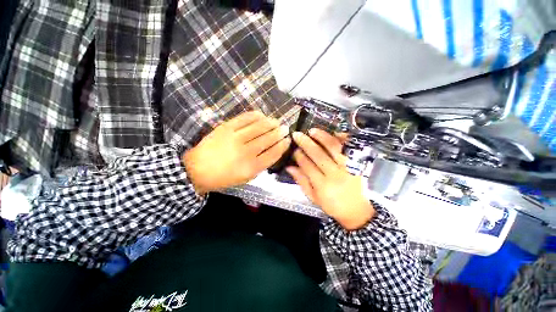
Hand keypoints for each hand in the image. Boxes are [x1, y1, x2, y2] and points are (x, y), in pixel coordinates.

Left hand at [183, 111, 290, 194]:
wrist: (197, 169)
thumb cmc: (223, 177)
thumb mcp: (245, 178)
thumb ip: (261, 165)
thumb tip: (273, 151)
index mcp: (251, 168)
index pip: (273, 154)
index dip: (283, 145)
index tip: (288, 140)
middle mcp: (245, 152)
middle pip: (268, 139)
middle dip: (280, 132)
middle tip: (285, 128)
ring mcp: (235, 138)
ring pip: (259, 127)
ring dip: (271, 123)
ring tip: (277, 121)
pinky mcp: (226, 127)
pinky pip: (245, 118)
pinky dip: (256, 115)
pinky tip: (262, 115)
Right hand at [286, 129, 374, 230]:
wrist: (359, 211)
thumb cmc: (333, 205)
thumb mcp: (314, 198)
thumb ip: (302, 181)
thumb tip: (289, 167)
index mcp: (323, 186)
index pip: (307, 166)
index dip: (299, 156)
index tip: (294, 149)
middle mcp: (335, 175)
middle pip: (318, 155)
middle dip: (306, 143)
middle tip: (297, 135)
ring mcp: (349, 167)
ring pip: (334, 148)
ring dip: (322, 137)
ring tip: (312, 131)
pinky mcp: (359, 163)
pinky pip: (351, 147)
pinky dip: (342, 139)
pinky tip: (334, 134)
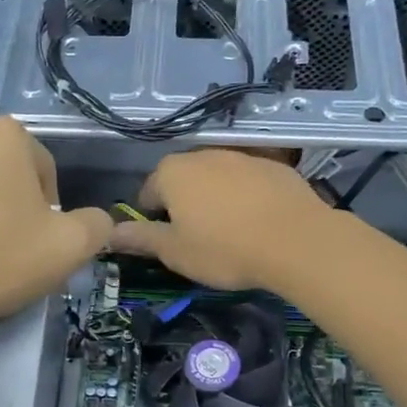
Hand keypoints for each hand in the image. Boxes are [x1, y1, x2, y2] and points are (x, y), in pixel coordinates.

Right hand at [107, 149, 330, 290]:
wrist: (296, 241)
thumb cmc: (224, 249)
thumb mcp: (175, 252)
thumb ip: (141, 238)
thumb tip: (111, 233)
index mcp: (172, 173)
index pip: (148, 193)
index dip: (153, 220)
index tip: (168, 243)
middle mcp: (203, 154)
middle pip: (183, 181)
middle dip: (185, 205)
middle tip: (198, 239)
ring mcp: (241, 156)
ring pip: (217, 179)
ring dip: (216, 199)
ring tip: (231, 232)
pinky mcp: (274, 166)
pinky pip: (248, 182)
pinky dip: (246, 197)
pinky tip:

════════

§ **Instructions for the task**:
From the data, collect all lines where the string "pinky" appears.

§ **Task solution**:
pinky mcp: (226, 127)
pinky pip: (245, 118)
pinky dip: (256, 115)
pinky tip: (262, 115)
pinky mcp: (359, 163)
pinky pip: (351, 147)
pinky dip: (342, 139)
pinky tip: (334, 134)
pinky mcp: (274, 166)
pinky pip: (248, 182)
pinky dip: (246, 197)
pinky tip:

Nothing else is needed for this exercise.